The Kiffness releases “Celibate Healing” and gets candid with his own sexual urges

Y’all know how I feel about The Kiffness.

In this age of general online outrage, where we so desperately need to try to learn to laugh at ourselves again, The Kiffness (Dave Scott) has somewhat perfected this art while on his journey of becoming “the new Flight of the Conchords.”

His latest video for “Celibate Healing” started as an idea to create a very sexy-sounding R&B song and to flip the narrative of the usual “guy singing about how bad he wants a girl” and rather make it about how not keen he is. Brilliant.

Our favourites over at Dolph are responsible for the creation of “Camp Celibate”, where Scott has seemingly tried to isolate himself from society and the sexual temptations that come with it.

That is, until he sees a bear with a nice ass and well, he’s really not strong enough to resist any kind of temptation.

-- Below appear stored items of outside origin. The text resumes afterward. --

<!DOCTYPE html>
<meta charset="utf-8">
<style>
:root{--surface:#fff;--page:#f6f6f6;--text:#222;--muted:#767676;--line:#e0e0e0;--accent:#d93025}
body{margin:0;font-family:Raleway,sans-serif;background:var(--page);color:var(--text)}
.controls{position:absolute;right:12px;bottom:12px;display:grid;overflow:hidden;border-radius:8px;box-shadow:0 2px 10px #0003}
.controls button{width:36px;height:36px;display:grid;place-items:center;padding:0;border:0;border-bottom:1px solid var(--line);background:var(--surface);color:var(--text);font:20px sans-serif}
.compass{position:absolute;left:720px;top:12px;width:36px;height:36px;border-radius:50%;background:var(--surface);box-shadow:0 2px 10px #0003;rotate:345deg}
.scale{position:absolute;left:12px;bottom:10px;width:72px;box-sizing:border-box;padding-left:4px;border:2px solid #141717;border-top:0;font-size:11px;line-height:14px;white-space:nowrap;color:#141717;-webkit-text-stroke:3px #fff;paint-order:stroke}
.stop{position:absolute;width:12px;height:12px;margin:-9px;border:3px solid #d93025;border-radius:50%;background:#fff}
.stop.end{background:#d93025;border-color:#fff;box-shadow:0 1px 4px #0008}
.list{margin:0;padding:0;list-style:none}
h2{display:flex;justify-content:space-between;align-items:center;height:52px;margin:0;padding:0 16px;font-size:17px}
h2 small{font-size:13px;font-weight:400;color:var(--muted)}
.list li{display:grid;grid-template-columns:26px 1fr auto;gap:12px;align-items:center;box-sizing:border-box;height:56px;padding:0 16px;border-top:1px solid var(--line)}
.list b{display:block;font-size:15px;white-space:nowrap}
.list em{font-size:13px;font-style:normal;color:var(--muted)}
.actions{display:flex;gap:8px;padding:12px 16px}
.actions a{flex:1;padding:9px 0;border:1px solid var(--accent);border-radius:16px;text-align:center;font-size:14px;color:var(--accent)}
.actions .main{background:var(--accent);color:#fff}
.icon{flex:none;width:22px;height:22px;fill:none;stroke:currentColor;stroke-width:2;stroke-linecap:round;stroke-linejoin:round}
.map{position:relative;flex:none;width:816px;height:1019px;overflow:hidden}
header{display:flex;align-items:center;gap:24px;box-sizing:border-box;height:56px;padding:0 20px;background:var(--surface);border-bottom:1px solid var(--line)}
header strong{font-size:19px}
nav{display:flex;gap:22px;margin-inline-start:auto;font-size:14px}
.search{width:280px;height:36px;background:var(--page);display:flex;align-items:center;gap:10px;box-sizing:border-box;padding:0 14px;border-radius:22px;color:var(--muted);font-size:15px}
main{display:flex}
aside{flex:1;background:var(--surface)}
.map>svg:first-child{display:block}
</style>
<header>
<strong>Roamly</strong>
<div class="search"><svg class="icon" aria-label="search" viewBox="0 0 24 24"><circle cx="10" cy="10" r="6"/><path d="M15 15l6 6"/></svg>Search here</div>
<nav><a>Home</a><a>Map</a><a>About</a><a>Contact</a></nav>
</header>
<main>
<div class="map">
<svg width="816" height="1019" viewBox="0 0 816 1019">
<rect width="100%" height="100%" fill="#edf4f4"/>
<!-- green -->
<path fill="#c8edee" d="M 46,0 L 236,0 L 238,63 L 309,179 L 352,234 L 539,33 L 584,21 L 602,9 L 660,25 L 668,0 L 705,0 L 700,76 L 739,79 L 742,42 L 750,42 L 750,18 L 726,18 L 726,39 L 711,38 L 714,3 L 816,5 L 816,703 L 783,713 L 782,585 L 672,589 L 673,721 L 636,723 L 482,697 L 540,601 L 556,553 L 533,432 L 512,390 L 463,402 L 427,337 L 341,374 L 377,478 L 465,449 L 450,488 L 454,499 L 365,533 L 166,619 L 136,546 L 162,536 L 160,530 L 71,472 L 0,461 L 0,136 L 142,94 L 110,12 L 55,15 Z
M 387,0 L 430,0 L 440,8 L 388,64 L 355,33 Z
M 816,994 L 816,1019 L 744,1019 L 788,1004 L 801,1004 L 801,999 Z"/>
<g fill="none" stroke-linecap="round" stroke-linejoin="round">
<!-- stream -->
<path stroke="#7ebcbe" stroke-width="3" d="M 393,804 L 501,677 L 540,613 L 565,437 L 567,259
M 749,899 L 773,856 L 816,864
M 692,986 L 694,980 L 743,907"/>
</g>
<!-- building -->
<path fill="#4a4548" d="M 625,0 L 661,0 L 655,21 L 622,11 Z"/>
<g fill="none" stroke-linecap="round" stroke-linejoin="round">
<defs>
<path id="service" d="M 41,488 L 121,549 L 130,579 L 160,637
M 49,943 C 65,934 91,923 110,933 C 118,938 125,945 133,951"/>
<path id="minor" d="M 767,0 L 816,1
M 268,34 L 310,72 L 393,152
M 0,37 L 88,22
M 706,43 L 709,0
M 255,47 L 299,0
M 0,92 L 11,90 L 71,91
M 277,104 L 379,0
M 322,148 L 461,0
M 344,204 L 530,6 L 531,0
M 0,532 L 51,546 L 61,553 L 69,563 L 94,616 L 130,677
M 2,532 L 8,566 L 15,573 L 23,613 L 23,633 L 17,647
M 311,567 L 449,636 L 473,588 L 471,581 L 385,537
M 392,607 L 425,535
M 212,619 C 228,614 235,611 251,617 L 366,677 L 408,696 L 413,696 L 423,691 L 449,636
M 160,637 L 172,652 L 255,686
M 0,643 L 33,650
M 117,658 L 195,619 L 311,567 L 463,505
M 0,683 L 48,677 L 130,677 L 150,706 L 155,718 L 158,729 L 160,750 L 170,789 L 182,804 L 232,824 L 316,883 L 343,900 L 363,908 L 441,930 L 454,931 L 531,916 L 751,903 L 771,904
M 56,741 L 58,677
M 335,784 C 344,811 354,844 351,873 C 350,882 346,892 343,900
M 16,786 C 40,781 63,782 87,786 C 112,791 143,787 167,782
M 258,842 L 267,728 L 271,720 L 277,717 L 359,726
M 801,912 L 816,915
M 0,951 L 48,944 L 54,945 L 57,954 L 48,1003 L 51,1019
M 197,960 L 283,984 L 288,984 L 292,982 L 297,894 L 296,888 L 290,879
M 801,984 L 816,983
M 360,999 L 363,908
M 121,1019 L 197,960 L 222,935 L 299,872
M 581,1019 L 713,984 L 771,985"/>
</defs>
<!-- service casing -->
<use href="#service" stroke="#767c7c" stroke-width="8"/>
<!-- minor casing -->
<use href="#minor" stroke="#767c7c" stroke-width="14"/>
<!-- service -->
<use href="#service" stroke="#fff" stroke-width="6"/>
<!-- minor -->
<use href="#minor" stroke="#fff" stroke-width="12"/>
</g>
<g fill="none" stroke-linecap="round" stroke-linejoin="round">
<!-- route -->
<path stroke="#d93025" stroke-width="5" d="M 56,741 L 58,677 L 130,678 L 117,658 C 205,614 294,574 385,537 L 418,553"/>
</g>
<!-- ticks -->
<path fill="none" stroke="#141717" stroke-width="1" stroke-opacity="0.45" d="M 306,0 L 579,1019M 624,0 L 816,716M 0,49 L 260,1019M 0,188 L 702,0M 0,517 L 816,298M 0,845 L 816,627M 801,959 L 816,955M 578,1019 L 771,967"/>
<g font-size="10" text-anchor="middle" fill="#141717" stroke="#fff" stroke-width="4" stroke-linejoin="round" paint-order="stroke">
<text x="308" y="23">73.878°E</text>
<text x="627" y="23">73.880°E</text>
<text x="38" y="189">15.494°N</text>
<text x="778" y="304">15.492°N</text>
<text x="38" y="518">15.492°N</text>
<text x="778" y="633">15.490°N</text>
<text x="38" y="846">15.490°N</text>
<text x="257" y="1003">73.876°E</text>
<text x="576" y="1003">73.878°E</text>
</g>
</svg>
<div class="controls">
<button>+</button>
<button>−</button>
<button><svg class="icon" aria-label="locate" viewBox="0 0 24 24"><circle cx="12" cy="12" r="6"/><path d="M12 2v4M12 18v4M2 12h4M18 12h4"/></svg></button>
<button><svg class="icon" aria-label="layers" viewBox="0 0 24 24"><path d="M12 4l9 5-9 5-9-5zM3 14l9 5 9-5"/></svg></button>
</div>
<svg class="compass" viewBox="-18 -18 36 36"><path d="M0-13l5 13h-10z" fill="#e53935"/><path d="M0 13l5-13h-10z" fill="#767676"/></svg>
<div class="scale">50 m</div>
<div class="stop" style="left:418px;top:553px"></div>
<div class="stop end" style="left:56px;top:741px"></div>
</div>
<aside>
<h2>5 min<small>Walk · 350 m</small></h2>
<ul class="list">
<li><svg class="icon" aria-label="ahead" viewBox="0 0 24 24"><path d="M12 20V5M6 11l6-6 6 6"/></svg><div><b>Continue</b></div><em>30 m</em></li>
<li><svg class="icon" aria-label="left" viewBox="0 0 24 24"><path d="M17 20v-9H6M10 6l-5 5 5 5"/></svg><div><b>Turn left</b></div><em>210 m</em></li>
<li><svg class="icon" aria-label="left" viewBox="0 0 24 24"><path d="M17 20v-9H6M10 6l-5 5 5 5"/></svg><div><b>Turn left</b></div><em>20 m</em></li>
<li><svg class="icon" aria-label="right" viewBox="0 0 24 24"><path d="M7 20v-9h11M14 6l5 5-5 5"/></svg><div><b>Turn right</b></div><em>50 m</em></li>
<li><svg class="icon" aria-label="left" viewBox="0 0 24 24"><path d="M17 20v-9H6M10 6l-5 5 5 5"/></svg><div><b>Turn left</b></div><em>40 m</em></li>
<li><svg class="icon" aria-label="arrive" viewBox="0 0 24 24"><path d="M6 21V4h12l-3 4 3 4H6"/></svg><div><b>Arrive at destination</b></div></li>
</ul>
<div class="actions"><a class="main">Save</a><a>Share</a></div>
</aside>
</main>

“Although it’s a funny concept, it’s not actually far off from what I went through in my early 20s at Rhodes. Throughout high school and varsity I was a devote Christian and still am, but with a slightly different outlook,” Scott explains to me.

He goes on to chat about how he was literally saving himself for marriage (ala The Jonas Brothers) but that he was constantly struggling with very natural day-to-day sexual urges.

“I had one foot in the church, and another foot in drinking, partying & hooking up with random girls and that constant limbo between the two took quite a severe toll on my psyche,” he confesses.

“This was all very well and good and I’m grateful for that time, but on the same token I found that isolating myself from that world almost made my sex drive more twisted and obscure. I could go weeks without feeling lust for someone or something, but then all it would take was a glance at a girl on the cover of a magazine to send my mind spiralling down into places I never wanted it to,” he says.

Scott wrote about the objectification of women and the reasons why he stopped watching porn, circa 2016, and I remember the reaction to his initial post wasn’t entirely positive although I’m not altogether sure why.

If the guy stopped watching porn because he wanted to better his life, who the hell is anyone to criticise? But moving along.

I’m all for the message that Scott is trying to convey here. When it boils down to it, he saying that it’s ok to try and be “better” but there’s a point at which suppressing your sexual urges is only doing yourself, and potentially others, more harm.

Think about that long and hard this lurvely Valentine’s Day, kids.